The project will be operated by Freedom and powered by sovereign exascale Nvidia (NASDAQ:NVDA) AI infrastructure, according to the company.
The ministry will back the initiative by setting conditions for hosting and operating large-scale AI systems and by leading talent-development programs tied to the rollout.
The hub is planned for a site in Kazakhstan with 100 megawatts of available power, a scale that puts it in the class of hyperscale data centers.
Freedom will act as the principal financing and implementation partner, with the build intended to support the government’s strategy to expand local AI capability and attract workloads from across Central Asia.

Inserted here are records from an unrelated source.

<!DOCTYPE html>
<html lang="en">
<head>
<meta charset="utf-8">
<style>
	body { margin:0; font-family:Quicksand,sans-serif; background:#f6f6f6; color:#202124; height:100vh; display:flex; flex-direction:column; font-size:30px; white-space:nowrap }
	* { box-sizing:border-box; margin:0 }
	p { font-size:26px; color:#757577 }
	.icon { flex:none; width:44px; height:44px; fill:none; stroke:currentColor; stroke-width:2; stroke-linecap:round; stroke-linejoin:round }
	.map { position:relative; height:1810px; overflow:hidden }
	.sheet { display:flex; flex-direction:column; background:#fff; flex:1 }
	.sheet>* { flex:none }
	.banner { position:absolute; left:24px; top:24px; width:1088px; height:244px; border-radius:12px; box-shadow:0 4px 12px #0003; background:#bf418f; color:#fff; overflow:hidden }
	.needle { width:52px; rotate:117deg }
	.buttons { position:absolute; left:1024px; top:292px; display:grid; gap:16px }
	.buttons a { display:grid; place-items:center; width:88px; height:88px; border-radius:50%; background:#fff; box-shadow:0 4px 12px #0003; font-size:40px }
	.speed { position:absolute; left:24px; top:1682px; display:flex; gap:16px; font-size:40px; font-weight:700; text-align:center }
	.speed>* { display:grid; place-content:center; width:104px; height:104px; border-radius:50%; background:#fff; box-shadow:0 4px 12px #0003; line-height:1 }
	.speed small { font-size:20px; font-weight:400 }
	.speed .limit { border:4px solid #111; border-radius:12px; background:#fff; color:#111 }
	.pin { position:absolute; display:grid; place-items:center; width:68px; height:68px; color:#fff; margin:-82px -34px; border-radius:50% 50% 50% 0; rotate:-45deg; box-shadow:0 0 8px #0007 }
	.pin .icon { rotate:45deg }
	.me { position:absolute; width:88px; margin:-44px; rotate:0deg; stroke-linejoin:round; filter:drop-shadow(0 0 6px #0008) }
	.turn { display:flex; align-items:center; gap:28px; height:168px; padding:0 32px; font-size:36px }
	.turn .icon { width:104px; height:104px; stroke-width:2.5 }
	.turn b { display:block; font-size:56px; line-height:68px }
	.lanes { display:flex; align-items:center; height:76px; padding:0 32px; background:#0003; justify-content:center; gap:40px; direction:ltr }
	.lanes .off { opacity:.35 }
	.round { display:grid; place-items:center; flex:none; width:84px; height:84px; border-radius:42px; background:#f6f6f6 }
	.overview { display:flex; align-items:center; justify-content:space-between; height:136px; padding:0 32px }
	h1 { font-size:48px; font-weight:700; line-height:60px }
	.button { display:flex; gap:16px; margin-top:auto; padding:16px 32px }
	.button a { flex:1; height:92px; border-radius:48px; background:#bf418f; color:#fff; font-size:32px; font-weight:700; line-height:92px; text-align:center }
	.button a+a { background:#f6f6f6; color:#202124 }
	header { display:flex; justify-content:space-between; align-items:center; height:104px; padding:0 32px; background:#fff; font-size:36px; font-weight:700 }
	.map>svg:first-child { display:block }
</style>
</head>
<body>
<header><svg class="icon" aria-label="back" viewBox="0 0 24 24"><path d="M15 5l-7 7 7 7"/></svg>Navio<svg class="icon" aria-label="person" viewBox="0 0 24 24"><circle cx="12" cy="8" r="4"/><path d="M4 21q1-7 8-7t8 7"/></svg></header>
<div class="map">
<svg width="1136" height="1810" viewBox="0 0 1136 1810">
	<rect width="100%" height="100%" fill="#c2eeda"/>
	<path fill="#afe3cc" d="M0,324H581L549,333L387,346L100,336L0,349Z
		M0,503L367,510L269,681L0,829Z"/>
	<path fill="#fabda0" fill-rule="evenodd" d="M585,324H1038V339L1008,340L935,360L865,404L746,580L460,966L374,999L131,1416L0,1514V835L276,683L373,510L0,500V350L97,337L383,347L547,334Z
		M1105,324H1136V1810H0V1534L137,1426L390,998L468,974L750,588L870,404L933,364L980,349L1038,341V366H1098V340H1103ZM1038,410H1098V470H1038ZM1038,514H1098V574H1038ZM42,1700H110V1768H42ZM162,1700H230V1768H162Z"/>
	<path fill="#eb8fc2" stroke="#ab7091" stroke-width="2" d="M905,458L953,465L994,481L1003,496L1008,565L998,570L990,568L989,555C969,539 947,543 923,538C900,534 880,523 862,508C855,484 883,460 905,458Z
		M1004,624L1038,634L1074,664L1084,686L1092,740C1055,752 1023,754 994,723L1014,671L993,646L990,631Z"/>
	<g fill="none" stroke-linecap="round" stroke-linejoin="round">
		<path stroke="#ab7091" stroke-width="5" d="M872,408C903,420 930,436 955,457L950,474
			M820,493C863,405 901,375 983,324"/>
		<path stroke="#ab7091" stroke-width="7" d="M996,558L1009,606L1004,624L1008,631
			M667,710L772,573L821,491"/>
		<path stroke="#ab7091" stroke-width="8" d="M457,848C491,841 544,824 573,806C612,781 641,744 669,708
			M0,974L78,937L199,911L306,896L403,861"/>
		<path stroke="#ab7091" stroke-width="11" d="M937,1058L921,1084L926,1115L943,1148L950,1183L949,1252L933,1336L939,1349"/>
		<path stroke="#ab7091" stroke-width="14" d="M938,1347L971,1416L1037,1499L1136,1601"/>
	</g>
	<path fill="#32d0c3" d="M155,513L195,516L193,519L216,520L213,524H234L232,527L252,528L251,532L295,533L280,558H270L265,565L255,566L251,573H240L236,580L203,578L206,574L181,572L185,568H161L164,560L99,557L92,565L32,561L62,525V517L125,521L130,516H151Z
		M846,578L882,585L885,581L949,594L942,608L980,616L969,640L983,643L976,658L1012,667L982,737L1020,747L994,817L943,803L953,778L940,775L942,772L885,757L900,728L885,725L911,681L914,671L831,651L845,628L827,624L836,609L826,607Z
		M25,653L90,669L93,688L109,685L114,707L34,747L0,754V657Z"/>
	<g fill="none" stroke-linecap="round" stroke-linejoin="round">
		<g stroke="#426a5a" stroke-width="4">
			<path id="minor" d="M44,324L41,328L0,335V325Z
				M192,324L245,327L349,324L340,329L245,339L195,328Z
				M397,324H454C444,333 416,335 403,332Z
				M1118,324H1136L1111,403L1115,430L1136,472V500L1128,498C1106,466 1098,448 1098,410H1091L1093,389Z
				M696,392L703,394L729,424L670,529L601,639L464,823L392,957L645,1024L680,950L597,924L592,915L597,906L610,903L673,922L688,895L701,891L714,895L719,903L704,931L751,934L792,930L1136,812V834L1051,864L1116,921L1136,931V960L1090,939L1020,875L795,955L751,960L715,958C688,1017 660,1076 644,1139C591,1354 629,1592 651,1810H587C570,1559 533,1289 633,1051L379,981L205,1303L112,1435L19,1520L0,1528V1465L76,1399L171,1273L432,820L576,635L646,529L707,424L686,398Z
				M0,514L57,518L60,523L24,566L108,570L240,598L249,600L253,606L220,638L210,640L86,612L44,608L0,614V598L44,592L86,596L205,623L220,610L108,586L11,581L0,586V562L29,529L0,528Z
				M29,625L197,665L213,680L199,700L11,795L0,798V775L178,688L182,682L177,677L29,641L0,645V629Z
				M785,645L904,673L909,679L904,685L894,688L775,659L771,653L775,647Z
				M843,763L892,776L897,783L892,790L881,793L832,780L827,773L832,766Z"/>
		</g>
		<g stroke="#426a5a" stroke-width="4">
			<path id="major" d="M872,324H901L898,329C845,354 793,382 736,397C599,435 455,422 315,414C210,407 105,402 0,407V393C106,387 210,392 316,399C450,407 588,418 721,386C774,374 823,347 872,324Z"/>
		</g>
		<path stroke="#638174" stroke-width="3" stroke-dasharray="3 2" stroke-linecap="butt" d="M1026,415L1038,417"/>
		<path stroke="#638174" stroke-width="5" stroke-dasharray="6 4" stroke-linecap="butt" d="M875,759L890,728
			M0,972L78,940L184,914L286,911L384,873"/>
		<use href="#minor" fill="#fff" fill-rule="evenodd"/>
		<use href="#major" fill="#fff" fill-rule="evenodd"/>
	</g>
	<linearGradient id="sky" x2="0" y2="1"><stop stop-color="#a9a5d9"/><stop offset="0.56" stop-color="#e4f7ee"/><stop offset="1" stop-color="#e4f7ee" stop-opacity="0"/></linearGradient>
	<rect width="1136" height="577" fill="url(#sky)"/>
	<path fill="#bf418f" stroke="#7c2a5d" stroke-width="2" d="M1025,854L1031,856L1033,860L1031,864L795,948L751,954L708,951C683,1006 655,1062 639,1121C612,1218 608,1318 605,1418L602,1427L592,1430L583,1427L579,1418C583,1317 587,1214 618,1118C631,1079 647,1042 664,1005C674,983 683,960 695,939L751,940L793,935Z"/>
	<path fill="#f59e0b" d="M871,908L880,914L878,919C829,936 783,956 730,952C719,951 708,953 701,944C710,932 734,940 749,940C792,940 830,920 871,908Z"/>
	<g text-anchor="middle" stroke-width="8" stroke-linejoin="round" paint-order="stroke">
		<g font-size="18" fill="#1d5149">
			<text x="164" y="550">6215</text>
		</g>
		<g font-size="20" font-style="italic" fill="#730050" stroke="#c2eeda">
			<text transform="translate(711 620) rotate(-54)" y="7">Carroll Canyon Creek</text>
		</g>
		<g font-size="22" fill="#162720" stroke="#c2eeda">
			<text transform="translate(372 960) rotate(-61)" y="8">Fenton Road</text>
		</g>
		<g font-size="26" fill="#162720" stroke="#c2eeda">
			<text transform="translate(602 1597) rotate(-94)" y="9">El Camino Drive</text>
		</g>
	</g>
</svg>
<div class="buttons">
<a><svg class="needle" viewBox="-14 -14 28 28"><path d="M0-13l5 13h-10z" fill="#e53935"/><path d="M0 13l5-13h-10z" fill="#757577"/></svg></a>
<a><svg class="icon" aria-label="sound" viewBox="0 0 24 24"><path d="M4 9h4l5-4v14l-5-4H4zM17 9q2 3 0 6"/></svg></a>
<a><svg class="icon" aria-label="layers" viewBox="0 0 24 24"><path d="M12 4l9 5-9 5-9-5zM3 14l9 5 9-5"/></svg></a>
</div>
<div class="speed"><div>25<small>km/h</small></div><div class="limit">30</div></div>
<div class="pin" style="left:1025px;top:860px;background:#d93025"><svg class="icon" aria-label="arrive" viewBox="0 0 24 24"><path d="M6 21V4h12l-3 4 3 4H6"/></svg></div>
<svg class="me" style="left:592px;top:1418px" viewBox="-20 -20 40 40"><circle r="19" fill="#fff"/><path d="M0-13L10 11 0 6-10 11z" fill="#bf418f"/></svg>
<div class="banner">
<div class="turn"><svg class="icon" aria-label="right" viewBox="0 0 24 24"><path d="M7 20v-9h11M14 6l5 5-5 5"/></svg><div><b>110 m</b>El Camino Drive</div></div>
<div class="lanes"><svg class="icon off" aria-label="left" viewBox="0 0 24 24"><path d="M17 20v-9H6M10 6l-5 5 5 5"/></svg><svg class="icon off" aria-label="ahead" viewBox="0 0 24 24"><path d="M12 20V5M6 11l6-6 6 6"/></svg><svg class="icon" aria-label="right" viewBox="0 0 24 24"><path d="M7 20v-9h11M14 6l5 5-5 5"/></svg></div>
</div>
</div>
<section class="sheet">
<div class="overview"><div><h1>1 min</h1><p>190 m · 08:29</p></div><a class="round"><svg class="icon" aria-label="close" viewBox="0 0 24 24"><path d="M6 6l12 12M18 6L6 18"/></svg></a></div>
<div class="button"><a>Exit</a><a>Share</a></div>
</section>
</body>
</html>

No timeline, financing breakdown, or procurement details were immediately disclosed.
It was also not clear whether the power allocation refers to initial capacity or a fully built configuration, or how much of the compute stack will be dedicated to public-sector versus commercial users.
The deal comes as governments seek “sovereign” AI capacity to keep data and model training inside national borders while tapping global chip and software ecosystems.
Nvidia has positioned its systems as the backbone for such deployments.
Freedom, which has operations in 21 countries and a principal executive office in New York, has in recent years expanded a Kazakhstan-centered consumer and financial services platform that includes banking, brokerage, and insurance.
Its shares trade on Nasdaq, the Kazakhstan Stock Exchange, and the Astana International Exchange under the FRHC ticker.
Officials said the hub is intended to help strengthen Kazakhstan’s competitiveness, deepen AI expertis,e and support long-term growth in digital industries.